(Data items)
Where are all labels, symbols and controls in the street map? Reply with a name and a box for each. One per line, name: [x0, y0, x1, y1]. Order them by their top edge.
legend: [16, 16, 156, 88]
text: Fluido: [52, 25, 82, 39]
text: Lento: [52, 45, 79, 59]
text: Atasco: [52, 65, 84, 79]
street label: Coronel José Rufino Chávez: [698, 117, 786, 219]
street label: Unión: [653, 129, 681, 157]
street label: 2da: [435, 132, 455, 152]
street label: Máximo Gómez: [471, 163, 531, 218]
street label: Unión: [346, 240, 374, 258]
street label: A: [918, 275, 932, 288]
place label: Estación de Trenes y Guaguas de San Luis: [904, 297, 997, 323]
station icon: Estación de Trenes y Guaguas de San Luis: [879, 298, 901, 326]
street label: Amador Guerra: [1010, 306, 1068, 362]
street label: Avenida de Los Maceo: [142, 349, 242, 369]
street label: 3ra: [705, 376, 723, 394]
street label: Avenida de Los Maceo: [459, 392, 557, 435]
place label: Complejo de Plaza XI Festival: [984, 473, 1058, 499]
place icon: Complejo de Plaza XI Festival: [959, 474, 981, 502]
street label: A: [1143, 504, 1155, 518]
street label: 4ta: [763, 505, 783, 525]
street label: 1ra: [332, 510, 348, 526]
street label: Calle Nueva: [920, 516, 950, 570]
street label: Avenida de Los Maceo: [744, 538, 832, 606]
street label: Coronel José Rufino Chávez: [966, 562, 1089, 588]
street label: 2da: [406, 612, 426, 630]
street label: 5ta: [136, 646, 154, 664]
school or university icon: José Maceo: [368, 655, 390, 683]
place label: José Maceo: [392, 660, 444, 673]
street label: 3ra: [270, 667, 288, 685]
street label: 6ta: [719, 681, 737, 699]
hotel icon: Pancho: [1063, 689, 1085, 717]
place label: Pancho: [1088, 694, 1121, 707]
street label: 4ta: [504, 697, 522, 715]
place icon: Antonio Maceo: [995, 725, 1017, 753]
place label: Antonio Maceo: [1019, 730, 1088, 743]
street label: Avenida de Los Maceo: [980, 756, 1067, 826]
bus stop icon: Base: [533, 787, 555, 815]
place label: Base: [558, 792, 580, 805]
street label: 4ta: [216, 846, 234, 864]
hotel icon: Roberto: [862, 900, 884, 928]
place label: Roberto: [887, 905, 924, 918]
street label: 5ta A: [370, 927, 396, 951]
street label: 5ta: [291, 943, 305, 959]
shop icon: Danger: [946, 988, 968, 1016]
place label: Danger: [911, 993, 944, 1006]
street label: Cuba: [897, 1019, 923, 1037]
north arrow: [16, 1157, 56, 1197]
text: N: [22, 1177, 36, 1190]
--
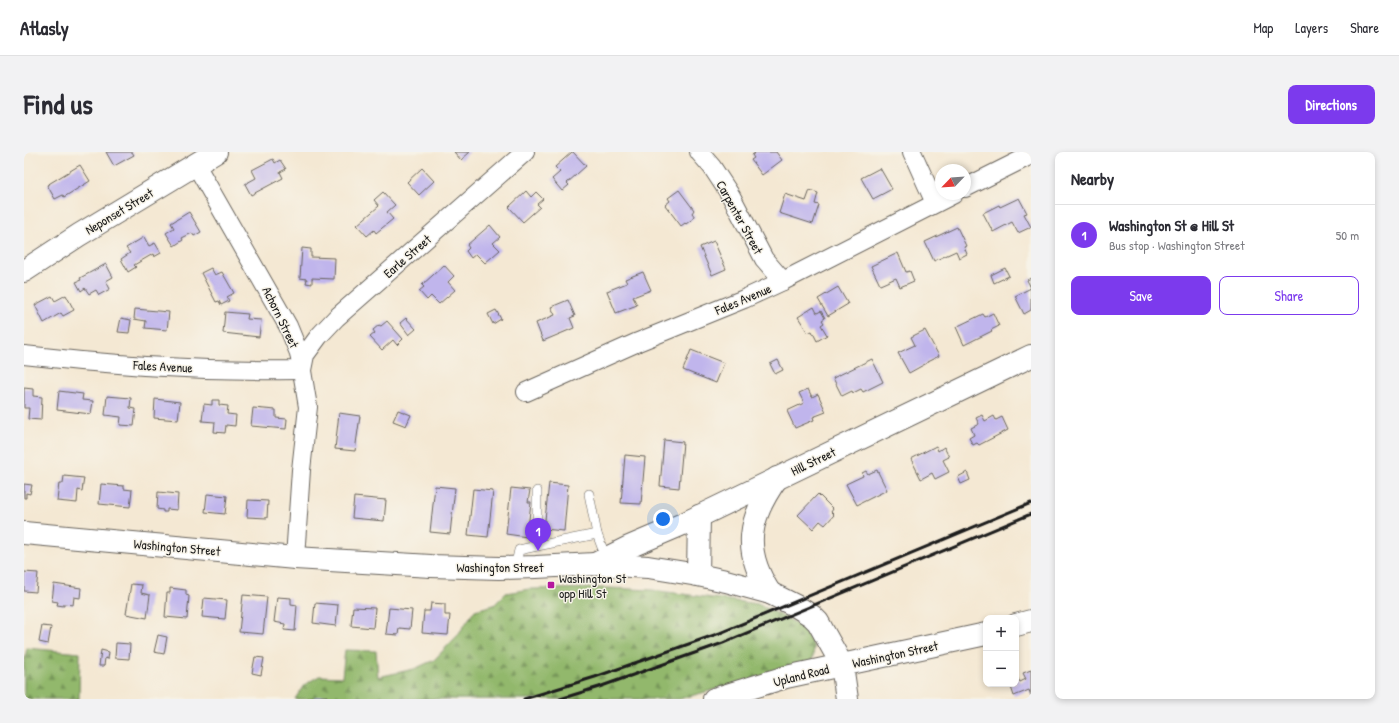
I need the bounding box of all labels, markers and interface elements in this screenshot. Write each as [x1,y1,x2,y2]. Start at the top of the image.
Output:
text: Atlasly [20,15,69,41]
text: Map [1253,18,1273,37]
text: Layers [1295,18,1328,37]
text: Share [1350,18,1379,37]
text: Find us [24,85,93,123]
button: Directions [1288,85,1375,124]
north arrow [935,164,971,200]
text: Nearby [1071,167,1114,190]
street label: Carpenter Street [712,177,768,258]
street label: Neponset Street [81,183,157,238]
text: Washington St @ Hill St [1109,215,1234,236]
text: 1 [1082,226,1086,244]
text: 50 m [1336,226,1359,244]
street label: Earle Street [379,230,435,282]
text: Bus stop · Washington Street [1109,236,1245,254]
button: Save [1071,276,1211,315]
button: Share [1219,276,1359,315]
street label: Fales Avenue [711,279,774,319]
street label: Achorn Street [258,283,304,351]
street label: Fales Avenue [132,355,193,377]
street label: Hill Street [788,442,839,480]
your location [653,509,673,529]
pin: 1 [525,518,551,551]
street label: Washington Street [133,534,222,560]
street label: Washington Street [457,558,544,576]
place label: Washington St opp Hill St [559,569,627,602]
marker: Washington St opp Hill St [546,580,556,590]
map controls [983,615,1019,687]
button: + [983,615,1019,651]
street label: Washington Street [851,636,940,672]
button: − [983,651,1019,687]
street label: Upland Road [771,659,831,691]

- [Assigned task]:
Which lines hold the word "Share"? Return all of them from the records above.

- [Task result]:
text: Share [1350,18,1379,37]
button: Share [1219,276,1359,315]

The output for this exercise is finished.